Since the lower court had already established that parody does not qualify as libel, that was the end of that. Likewise, most Internet users could likely identify Andre Walker’s image of Rep. Smith as a Photoshopped parody, even if it weren’t emblazoned with the words “FAKE IMAGE” in large red letters. Certainly, the possibility exists that a skilled Photoshopper with more nefarious intentions could create an actual convincing image of, say, a politician accepting a bribe or visiting an underage prostitute — but this would already be a crime under the state’s existing defamation law (§ 16-11-40):
A person commits the offense of criminal defamation when, without a privilege to do so and with intent to defame another, living or dead, he communicates false matter which tends to blacken the memory of one who is dead or which exposes one who is alive to hatred, contempt, or ridicule…

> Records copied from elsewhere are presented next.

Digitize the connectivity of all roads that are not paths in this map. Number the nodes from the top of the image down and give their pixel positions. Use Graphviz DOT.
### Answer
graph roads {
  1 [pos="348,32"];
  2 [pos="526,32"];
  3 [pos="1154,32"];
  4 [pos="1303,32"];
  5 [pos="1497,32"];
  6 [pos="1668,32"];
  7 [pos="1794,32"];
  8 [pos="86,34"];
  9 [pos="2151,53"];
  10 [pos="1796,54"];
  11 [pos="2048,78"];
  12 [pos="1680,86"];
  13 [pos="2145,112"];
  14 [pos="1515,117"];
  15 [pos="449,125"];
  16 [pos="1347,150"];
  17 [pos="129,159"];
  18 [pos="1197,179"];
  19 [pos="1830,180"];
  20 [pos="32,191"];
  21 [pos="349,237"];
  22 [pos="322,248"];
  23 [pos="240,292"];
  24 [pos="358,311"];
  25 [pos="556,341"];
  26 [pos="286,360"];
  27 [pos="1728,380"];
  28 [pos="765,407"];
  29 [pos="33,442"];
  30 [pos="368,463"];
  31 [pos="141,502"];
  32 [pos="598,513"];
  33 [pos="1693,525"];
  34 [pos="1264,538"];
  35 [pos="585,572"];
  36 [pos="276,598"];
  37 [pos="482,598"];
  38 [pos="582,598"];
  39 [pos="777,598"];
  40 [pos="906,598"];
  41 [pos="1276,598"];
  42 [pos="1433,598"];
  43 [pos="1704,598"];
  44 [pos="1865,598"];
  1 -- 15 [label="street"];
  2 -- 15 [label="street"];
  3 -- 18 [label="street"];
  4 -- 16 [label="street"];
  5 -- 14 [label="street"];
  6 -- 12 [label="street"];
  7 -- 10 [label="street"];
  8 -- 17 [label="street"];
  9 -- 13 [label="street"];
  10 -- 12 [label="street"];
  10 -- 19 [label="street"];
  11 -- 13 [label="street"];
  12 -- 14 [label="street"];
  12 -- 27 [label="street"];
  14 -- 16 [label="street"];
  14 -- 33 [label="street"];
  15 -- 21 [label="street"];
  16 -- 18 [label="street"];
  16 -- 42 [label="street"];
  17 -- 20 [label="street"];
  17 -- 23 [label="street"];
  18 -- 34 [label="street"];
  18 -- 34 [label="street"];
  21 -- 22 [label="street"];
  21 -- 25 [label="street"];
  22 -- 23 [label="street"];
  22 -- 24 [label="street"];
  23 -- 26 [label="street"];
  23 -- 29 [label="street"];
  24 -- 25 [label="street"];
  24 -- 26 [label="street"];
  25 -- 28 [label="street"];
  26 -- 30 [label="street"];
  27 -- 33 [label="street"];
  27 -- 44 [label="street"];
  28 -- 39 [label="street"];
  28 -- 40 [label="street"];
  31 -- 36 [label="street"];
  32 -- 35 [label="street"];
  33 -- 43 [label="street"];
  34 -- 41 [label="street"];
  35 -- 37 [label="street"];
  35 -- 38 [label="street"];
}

HB 39 also attempts to redefine the word “obscenity” for its purposes. Georgia law already contains a fairly standard definition of obscenity based on the Miller test at § 16-12-80:
Material is obscene if:
(1) To the average person, applying contemporary community standards, taken as a whole, it predominantly appeals to the prurient interest, that is, a shameful or morbid interest in nudity, sex, or excretion;
(2) The material taken as a whole lacks serious literary, artistic, political, or scientific value; and
(3) The material depicts or describes, in a patently offensive way, sexual conduct specifically defined in subparagraphs (A) through (E) of this paragraph:
(A) Acts of sexual intercourse, heterosexual or homosexual, normal or perverted, actual or simulated;
(B) Acts of masturbation;
(C) Acts involving excretory functions or lewd exhibition of the genitals;
(D) Acts of bestiality or the fondling of sex organs of animals; or
(E) Sexual acts of flagellation, torture, or other violence indicating a sadomasochistic sexual relationship.

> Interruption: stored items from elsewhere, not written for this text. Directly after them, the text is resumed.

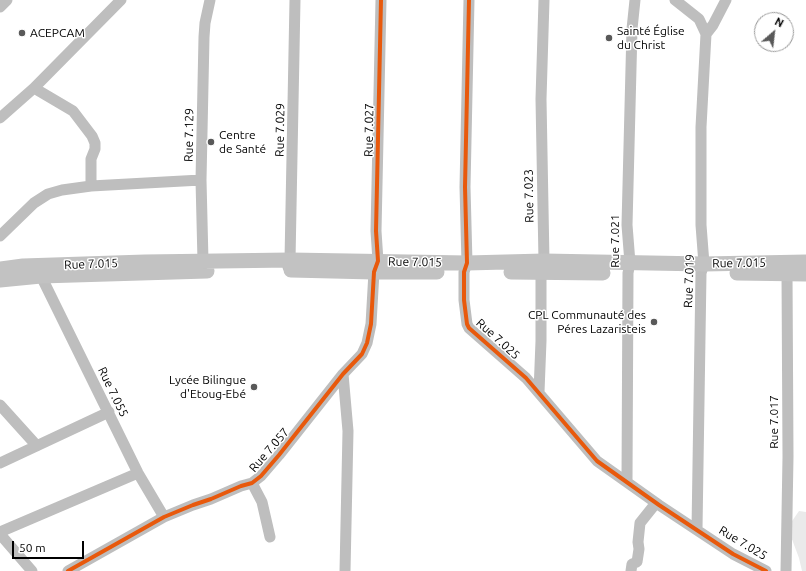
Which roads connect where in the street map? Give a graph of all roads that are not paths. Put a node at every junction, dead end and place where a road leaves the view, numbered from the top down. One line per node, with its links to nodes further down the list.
1 (7, 0): 11 (street)
2 (121, 0): 13 (street)
3 (210, 0): 15 (street, Rue 7.129)
4 (296, 0): 19 (street, Rue 7.029)
5 (381, 0): 22 (street, Rue 7.027)
6 (469, 0): 23 (street, Rue 7.025)
7 (544, 0): 21 (street, Rue 7.023)
8 (635, 0): 24 (street, Rue 7.021)
9 (675, 0): 12 (street)
10 (726, 0): 12 (street)
11 (0, 7)
12 (706, 34): 25 (street, Rue 7.019)
13 (34, 88): 14 (street); 16 (street)
14 (0, 118)
15 (201, 180): 16 (street); 20 (street, Rue 7.129)
16 (91, 186): 17 (street)
17 (0, 236)
18 (806, 262): 26 (main road, Rue 7.015)
19 (288, 265): 20 (main road, Rue 7.015); 22 (main road, Rue 7.015)
20 (202, 266): 27 (main road, Rue 7.015); 29 (main road, Rue 7.015)
21 (542, 266): 23 (main road, Rue 7.015); 24 (main road, Rue 7.015); 32 (street, Rue 7.023)
22 (376, 267): 23 (main road, Rue 7.015); 31 (street, Rue 7.057)
23 (465, 267): 32 (street, Rue 7.025)
24 (629, 268): 25 (main road, Rue 7.015); 38 (street, Rue 7.021)
25 (703, 268): 26 (main road, Rue 7.015); 42 (street, Rue 7.019)
26 (788, 268): 28 (main road, Rue 7.015); 50 (street, Rue 7.017)
27 (0, 269)
28 (806, 274)
29 (41, 276): 30 (main road, Rue 7.015); 34 (street, Rue 7.055)
30 (0, 280)
31 (343, 374): 39 (street, Rue 7.057); 47 (street)
32 (539, 392): 38 (street, Rue 7.025)
33 (0, 405): 35 (street)
34 (109, 412): 35 (street); 37 (street, Rue 7.055)
35 (37, 446): 36 (street)
36 (0, 463)
37 (138, 473): 41 (street, Rue 7.055); 43 (street)
38 (627, 482): 40 (street, Rue 7.025)
39 (252, 483): 41 (street, Rue 7.057); 44 (street)
40 (656, 503): 42 (street, Rue 7.025); 48 (street)
41 (164, 517): 46 (street, Rue 7.057)
42 (697, 529): 49 (street, Rue 7.025)
43 (0, 533): 45 (street)
44 (270, 536)
45 (32, 571)
46 (68, 571)
47 (345, 571)
48 (631, 571)
49 (766, 571)
50 (786, 571)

In order for material to be deemed obscene (and therefore illegal to sell or otherwise distribute in Georgia), it must meet all three of the conditions above. HB 39, however, simply states that in the context of the proposed law, an “obscene depiction” is one “of an individual displaying nudity or sexual conduct.” Even if the bill does manage to pass and be signed into law by the governor, this definition contradicts existing state law and Supreme Court precedent, which almost certainly ensures that it would be struck down when challenged in court. Here’s hoping it doesn’t come to that, though — the House of Representatives has not yet taken substantial action on the bill and seems unlikely to do so before next week’s deadline for legislation to transfer to the Senate.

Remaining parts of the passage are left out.